Thursday, August 27, 2009

French Central Bank Official Views Fair Value Accounting as Tool to Fight Procyclicality

Noting that there is no reasonable or practical alternative to fair value accounting for tradable securities, the Deputy Governor of the Bank of France believes that accounting standards, including fair value standards, may yet be used as a tool to address procyclicality and pre-empt the build up of imbalances in the financial system. In recent remarks, Governor Jean-Pierre Landau said that regulatory concern on fair value accounting’s impact should focus on procyclicality that originates and amplifies inside the financial system and not the type caused by cyclical evolutions in the real economy.

In its proposed reforms of the US financial regulatory system, the Obama Administration noted that the interpretation and application of fair value accounting standards raised significant procyclical concerns.; and that earlier loss recognition could have reduced procyclicality. The Administration called for a review of the fair value accounting rules.

Procyclicality refers to the tendency of financial variables to fluctuate around a trend during the economic cycle. Procyclicality of capital occurs when financial institutions are profitable and their strong capital base allows them to take larger positions in the markets. This mechanism has been amplified by mark-to-market accounting. In a mark- to-market environment, an increase in asset prices quickly translates into stronger capital for financial institutions. In turn, this triggers additional demand for assets and a further increase in their prices. Procyclicality in leverage is more subtle. It has been shown that financial institutions' balance sheets expand and contract with the economic cycle. Risk management practices hardwired to valuations strongly amplify fluctuations in leverage and may lead to fire sales and one sided markets.

There is currently no consensus on whether accounting standards, particularly mark-to-market rules, contributed procyclicality to the financial crisis. According to one view, the application of fair value accounting to financial instruments is neutral; and any procyclicality in financial variables faithfully reflects reality. An opposite view holds that accounting creates incentives, influences behavior and, therefore, fair accounting rules have a significant impact on the dynamics of financial systems.

While not officially taking sides in the debate, the central banker did note that accounting methodologies played a central role in the crisis. The instant recognition of profits led to a disconnection in time between measuring the return on an asset and recognizing the risk; he said, which in turn created a powerful incentive to take risk and strongly amplified the credit cycle.

While it will always be difficult, when looking at revenues drawn from a financial investment to distinguish excess return from additional risk taking, said the central banker, financial reporting could be conceived in such a way that this distinction is prudently introduced. For example, he noted that the application of fair value accounting to a security does not mean that any single valuation gain or loss should instantly be recognized as a profit or loss and financially treated as such.

It is possible to delink valuation from income and profit recognition. Some disconnection between the valuation process, which should remain anchored on market prices, and income and profit recognition would have to be introduced, he reasoned, if only to account for risks which are out there but have not yet materialized.

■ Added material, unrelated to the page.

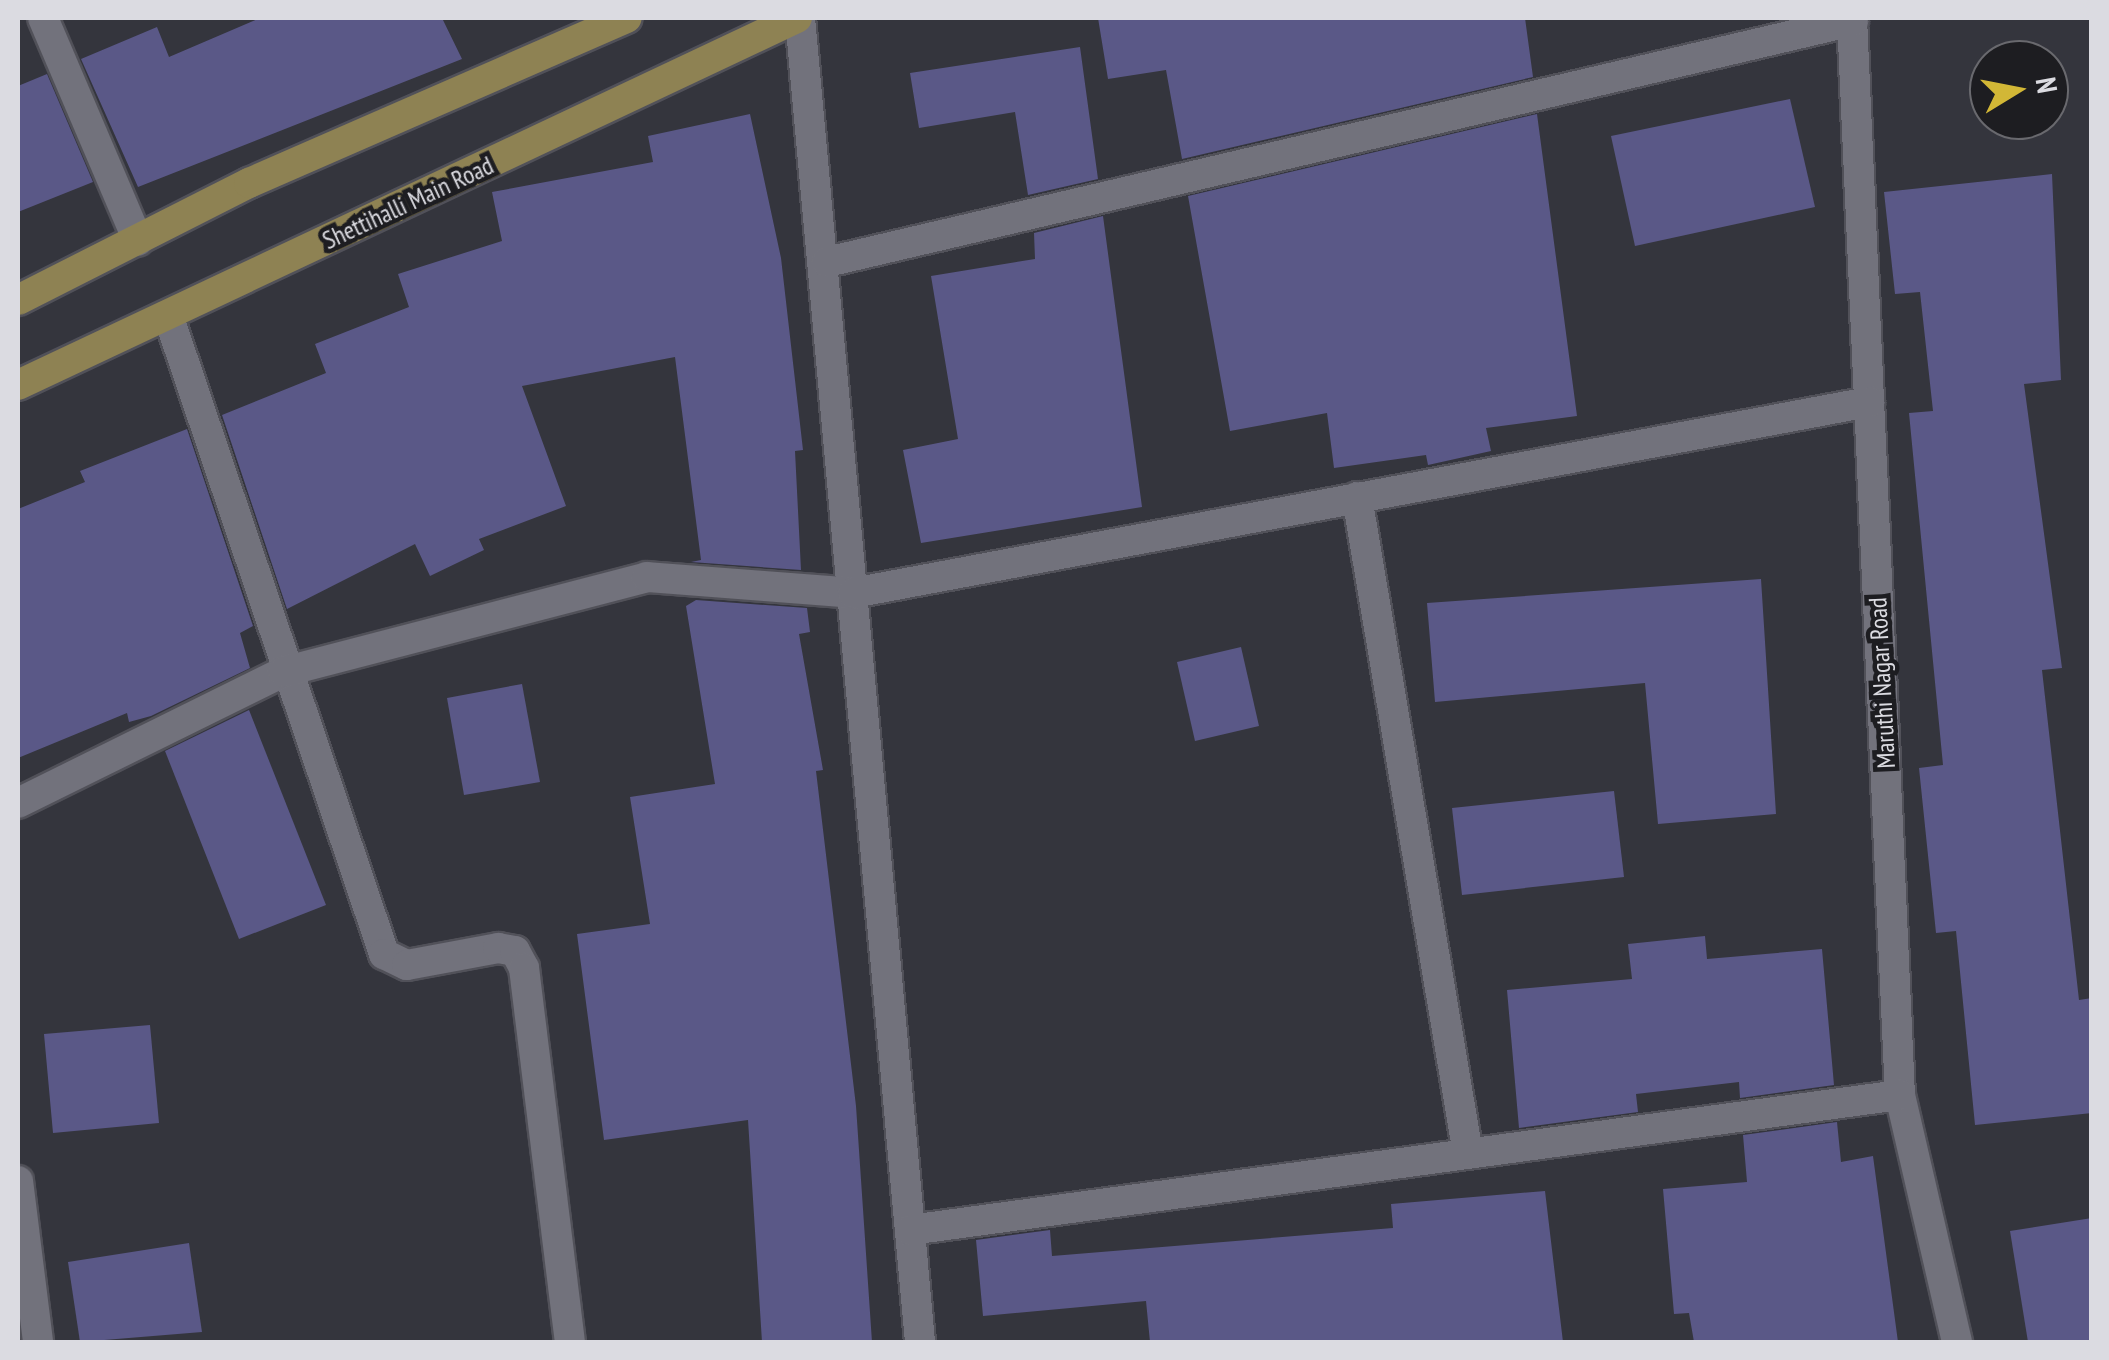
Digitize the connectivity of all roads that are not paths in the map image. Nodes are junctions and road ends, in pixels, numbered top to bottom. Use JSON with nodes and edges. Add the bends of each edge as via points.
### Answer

Dynamic provisioning is one technique for doing so, he said, especially when risks are closely related to the economic cycle. Valuation reserves may also be used when complexity or illiquidity creates additional risk linked to valuation. If these adjustments are rule based and made in a fully transparent process, he added, they would not reduce either the quantity or quality of information available to investors as to the real health of financial institutions.

Another method would be for the regulatory system to force the pricing of risk in all its dimensions. There is a clear analogy with tax theory, he said, in which internalizing the risk eliminates market failures. This approach would be best implemented to liquidity risk linked to maturity transformation. He noted that a number of jurisdictions are considering the imposition of quantitative liquidity ratios on financial institutions. However, he believes that mandatory liquidity ratios may not protect the system against an aggregate liquidity shock, when the demand for liquidity becomes infinite and any buffer proves insufficient.

More broadly, Governor Landau emphasized that procycality forces were at work over a longer time frame than accounting valuations of illiquid securities. During the first phase of the crisis, the short term view of procyclicality may have looked as if mark-to-market accounting, together with highly illiquid markets, generated downward spirals in asset prices and created excessive losses, with no relation to real underlying economic reality. However, it now seems that the disproportion between losses at financial institutions and movements in underlying asset prices can almost fully be accounted for by the extraordinary degree of leverage which accumulated in the financial system over the last decade. Procylicality was at work, he acknowledged, but on a much longer time horizon, and during the upward phase of the credit cycle.